Barium Magnesium Alloy as Source of Atomic Ba for Ion Trapping

TL;DR

This paper introduces a practical method using barium magnesium alloy in resistively heated ovens as a stable, less reactive source of barium vapor for ion trapping in quantum computing, matching the performance of elemental barium sources.

Contribution

The study demonstrates that BaMg alloy can effectively replace elemental barium as a stable, less reactive barium source for ion trapping applications.

Findings

BaMg alloy produces comparable barium vapor pressures to metallic barium.

Reliable trapping of 138Ba+ ions was achieved with BaMg source.

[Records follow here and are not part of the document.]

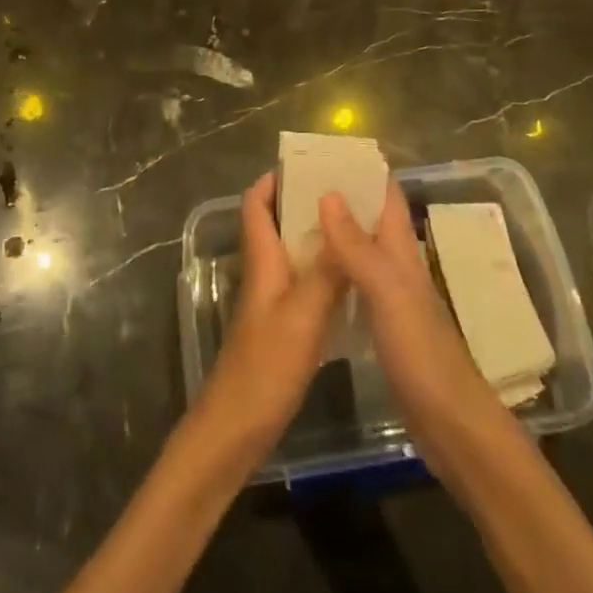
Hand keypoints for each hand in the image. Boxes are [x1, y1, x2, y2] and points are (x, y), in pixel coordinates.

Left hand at [199, 173, 347, 458]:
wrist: (235, 430)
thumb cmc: (265, 367)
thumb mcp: (302, 316)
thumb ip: (325, 271)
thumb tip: (342, 218)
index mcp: (262, 262)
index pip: (256, 205)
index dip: (273, 179)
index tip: (306, 163)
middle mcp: (264, 274)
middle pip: (276, 224)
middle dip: (304, 202)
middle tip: (346, 191)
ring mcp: (272, 302)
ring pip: (293, 254)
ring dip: (317, 236)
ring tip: (357, 225)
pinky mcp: (282, 327)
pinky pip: (304, 283)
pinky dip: (324, 270)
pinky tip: (353, 278)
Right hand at [319, 181, 506, 478]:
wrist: (449, 421)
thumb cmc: (420, 350)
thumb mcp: (386, 291)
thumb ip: (356, 244)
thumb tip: (328, 193)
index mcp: (402, 250)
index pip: (386, 196)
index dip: (364, 170)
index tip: (328, 152)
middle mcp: (397, 265)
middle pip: (369, 219)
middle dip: (341, 197)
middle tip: (298, 184)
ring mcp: (391, 297)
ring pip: (360, 250)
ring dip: (334, 232)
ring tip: (295, 219)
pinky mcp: (383, 325)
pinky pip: (354, 283)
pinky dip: (334, 270)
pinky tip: (310, 274)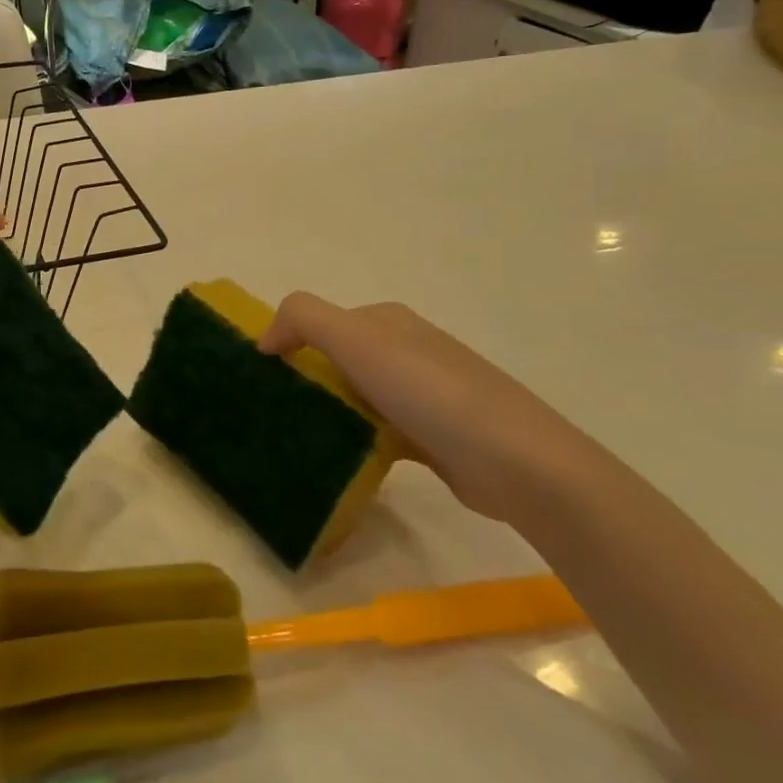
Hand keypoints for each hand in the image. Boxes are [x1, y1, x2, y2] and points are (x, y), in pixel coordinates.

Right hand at [259, 295, 620, 531]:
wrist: (519, 463)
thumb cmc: (430, 393)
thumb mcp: (358, 339)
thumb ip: (304, 319)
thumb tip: (266, 338)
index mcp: (387, 321)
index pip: (320, 322)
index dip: (288, 344)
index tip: (264, 380)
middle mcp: (405, 349)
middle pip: (336, 359)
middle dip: (304, 380)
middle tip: (274, 413)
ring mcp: (421, 393)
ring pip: (355, 396)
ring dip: (327, 412)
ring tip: (296, 438)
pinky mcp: (430, 435)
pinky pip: (376, 430)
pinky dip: (354, 440)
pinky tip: (338, 459)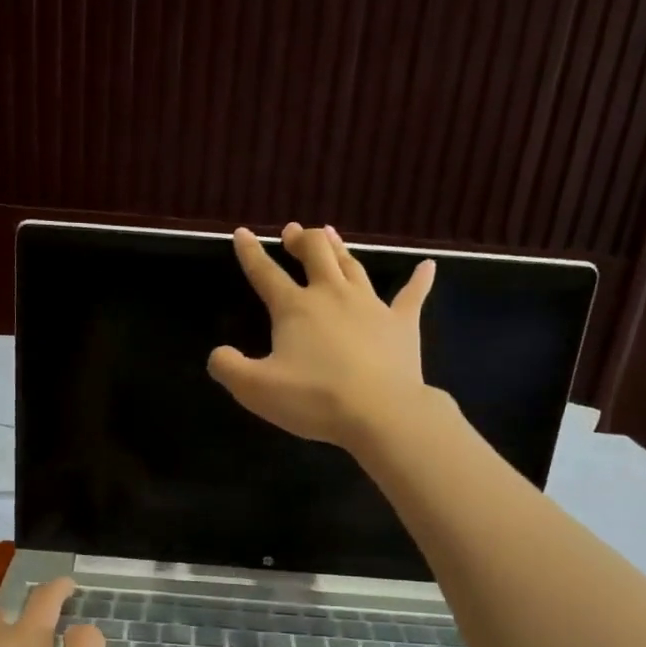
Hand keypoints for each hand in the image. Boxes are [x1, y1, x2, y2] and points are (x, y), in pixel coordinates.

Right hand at [208, 223, 436, 447]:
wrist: (379, 413)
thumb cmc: (313, 398)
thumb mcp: (255, 389)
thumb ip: (228, 368)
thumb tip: (217, 354)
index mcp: (295, 308)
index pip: (266, 273)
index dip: (251, 253)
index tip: (243, 233)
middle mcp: (332, 295)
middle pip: (316, 254)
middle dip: (301, 240)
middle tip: (293, 233)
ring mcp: (370, 306)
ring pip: (353, 265)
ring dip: (339, 248)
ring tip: (330, 234)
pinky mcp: (402, 324)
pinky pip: (411, 296)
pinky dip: (419, 280)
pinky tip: (428, 266)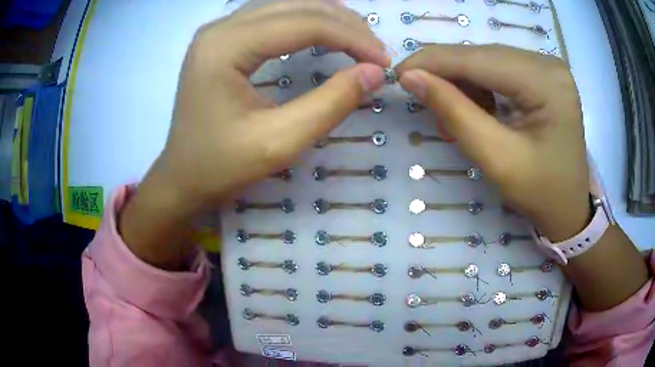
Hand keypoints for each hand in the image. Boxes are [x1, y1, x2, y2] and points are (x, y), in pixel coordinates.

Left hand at [119, 0, 388, 268]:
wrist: (181, 178)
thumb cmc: (221, 167)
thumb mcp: (279, 143)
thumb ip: (331, 103)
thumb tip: (375, 72)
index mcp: (225, 47)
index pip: (303, 24)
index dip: (351, 38)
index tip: (384, 61)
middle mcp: (219, 29)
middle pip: (295, 6)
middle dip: (344, 23)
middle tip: (375, 50)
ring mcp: (217, 32)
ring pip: (284, 5)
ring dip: (327, 17)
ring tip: (358, 38)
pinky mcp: (221, 40)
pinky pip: (271, 15)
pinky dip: (305, 20)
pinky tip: (324, 31)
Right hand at [396, 45, 590, 240]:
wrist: (569, 207)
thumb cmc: (540, 192)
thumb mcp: (497, 159)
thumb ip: (454, 113)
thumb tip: (411, 77)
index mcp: (546, 82)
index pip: (479, 59)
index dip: (434, 62)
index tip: (398, 73)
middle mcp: (548, 64)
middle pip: (483, 56)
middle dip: (447, 74)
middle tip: (421, 99)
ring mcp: (546, 67)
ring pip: (488, 61)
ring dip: (463, 84)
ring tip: (451, 117)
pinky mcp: (542, 75)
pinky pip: (499, 70)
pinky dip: (479, 88)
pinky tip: (475, 112)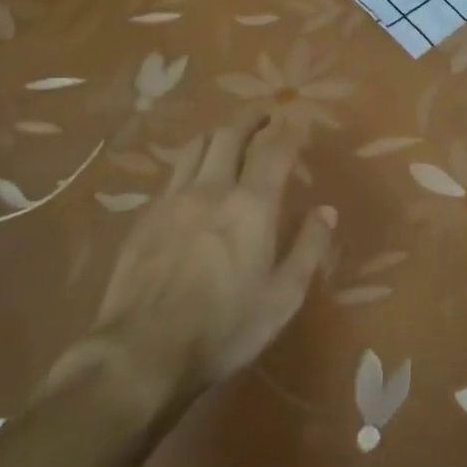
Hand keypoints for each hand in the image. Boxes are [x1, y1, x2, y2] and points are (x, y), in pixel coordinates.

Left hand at [43, 115, 336, 409]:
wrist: (141, 353)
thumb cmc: (223, 329)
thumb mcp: (282, 298)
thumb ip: (308, 249)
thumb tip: (326, 211)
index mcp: (252, 205)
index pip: (274, 150)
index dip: (288, 131)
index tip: (296, 121)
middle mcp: (213, 188)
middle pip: (230, 134)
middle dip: (251, 117)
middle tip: (265, 114)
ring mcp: (174, 199)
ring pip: (196, 146)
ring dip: (218, 132)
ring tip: (230, 135)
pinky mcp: (146, 216)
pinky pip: (173, 173)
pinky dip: (191, 162)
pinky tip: (194, 178)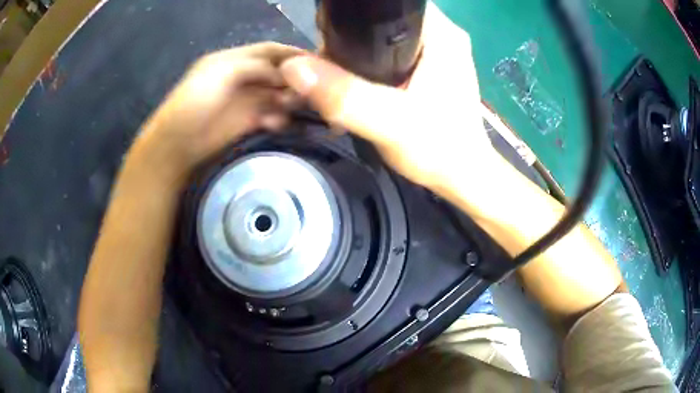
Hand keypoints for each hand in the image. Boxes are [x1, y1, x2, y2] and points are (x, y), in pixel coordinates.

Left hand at [134, 42, 303, 180]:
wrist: (178, 143)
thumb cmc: (196, 101)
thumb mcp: (222, 72)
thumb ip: (255, 66)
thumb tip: (284, 74)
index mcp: (235, 60)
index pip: (270, 51)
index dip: (292, 53)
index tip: (316, 61)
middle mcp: (244, 78)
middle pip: (278, 73)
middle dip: (294, 79)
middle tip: (308, 90)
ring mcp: (246, 101)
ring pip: (278, 95)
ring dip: (288, 100)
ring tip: (290, 107)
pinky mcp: (247, 123)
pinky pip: (272, 116)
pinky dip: (278, 119)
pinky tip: (274, 124)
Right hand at [280, 4, 495, 189]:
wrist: (462, 177)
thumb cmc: (439, 150)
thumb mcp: (389, 123)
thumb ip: (344, 96)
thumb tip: (293, 68)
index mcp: (441, 33)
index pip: (386, 5)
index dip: (350, 19)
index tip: (327, 43)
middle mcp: (442, 34)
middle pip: (381, 20)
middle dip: (349, 39)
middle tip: (331, 69)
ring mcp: (439, 50)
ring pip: (384, 36)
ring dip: (357, 53)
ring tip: (340, 79)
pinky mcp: (432, 67)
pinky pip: (392, 52)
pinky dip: (370, 63)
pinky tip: (358, 83)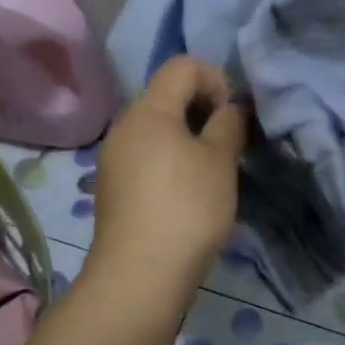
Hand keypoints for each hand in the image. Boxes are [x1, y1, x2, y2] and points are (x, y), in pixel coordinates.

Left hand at [89, 57, 245, 291]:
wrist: (138, 278)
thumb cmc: (186, 209)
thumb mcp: (219, 161)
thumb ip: (228, 124)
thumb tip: (228, 110)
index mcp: (148, 110)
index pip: (183, 65)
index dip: (215, 79)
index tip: (230, 118)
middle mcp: (124, 127)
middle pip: (167, 95)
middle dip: (203, 110)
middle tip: (226, 146)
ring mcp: (114, 159)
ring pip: (157, 129)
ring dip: (188, 139)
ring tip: (210, 174)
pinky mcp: (113, 188)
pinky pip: (146, 156)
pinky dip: (170, 162)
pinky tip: (186, 196)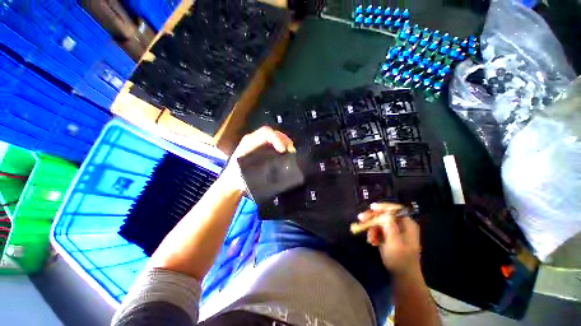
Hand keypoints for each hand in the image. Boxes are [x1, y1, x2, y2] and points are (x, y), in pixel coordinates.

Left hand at [220, 126, 294, 191]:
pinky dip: (282, 147)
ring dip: (284, 143)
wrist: (231, 182)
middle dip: (284, 140)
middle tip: (292, 152)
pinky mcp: (261, 150)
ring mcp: (258, 144)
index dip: (277, 139)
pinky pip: (273, 144)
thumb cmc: (236, 178)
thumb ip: (258, 169)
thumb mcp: (246, 174)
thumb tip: (276, 167)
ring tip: (291, 153)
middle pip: (272, 133)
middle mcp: (254, 140)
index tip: (283, 150)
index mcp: (249, 142)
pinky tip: (287, 155)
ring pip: (274, 137)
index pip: (266, 133)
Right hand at [358, 202, 421, 275]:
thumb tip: (384, 214)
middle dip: (374, 219)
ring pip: (383, 225)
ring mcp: (399, 235)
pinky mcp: (393, 242)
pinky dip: (376, 236)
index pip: (395, 209)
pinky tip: (371, 242)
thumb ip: (389, 226)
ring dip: (374, 229)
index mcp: (408, 224)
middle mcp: (404, 227)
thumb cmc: (400, 260)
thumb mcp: (394, 242)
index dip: (383, 207)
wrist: (404, 277)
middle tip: (360, 220)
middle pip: (388, 217)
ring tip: (369, 239)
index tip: (370, 208)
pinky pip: (383, 234)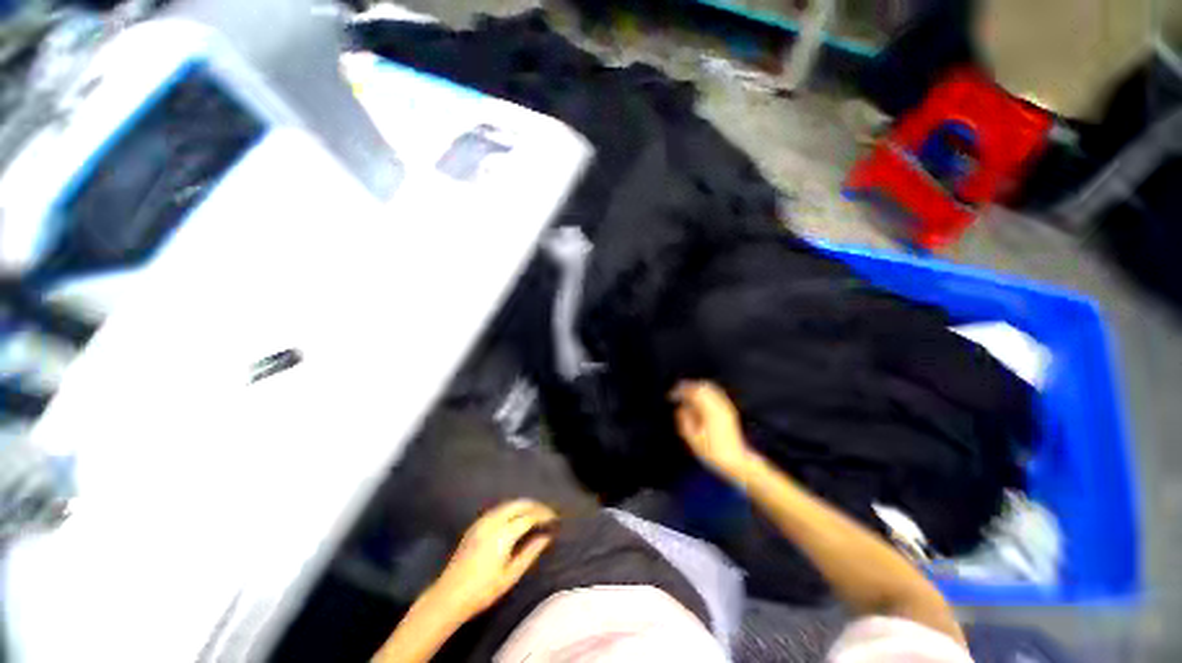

BaMg alloy is less reactive and resistant to oxidation in air.

Abstract

Trapped atomic ion qubits exhibit long coherence times and high fidelity qubit state preparation, manipulation and detection, making them well-suited for scalable quantum computing applications. Among several atomic species used in quantum computing and other application, singly-charged ions of barium stand out due to their long wavelength transitions and the presence of very long-lived metastable internal states. However, elemental barium is a highly reactive metal making it experimentally difficult to work with when making atomic beam sources. In this paper, we demonstrate a method of using resistively heated ovens loaded with a barium magnesium alloy (BaMg) as a source of barium for ion traps. This alloy is not very chemically reactive and does not oxidize in air. We found that a sample of BaMg in a resistively heated oven produced barium vapor pressures on the same order as a metallic barium sample prepared the same way. Two separate ovens, one with a sample of BaMg and one with metallic barium, were used as source for an ion trap. We observed reliable trapping of 138Ba+ ions both with the elemental barium source, and the BaMg source.